Do you know how Snowfall handles the different environments? Or do you even have a solution for the issue. (note that 'q_func.R' actually takes some 100 lines of code, therefore I would prefer to have it in a separate file, thus the "keep option 2" is not a solution!)
Thank you very much!
Edit
If I change all get(envname)
to get(envname, envir = globalenv())
it seems to work. But it seems to me that this is more or less a workaround and not a very snowfall-like solution.
I think the issue is not with snowfall
but with the fact that you're passing the environment by name (as character). You don't need to change all occurences of get
, and having it look in globalEnv
may indeed be unsafe.
It is sufficient to change the get
call in foo.bar
to look in parent.frame()
instead (i.e., the environment from which foo.bar
was called).
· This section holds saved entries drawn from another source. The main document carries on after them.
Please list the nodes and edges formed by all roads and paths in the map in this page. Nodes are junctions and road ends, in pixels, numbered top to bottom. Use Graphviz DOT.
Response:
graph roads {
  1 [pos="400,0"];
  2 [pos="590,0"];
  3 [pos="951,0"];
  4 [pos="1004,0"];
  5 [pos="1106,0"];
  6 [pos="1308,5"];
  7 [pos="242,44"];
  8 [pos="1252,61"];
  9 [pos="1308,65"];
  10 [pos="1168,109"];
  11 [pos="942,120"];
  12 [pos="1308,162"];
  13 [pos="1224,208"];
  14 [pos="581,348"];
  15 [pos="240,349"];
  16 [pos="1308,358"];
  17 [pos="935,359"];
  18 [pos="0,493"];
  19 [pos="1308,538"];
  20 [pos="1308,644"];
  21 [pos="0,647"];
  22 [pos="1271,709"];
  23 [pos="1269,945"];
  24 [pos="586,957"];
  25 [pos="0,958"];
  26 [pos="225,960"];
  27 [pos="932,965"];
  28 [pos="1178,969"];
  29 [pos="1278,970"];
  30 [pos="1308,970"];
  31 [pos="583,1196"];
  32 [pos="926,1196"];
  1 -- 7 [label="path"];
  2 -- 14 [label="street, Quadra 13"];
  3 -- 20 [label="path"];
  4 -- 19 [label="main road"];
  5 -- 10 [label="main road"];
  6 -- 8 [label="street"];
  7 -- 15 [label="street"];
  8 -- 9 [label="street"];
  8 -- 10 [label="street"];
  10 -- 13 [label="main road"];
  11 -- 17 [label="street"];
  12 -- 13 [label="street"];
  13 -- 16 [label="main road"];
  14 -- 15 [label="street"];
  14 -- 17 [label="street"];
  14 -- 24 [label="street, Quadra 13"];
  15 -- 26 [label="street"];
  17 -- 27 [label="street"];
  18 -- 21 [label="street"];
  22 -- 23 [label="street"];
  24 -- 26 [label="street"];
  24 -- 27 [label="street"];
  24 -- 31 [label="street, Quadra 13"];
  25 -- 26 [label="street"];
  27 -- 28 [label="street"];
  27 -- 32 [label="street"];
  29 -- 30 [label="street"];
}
The following worked on my machine.
new q_func.R
foo.bar <- function(x, envname) assign("val", x, envir=get(envname,
pos=parent.frame()))
(not so) new q_snowfall.R
library(snowfall)
SnowFunc <- function(envname) {
assign(envname, new.env())
foo.bar(x = rnorm(1), envname = envname)
return(get("val", envir = get(envname)))
}
source("q_func.R")
sfInit(parallel = TRUE, cpus = 2)
sfExport("foo.bar")
envs <- c("a", "b")
result <- sfClusterApplyLB(envs, SnowFunc)
sfStop()
Note also that I source
'd before starting the cluster and used sfExport
to export foo.bar
to each node.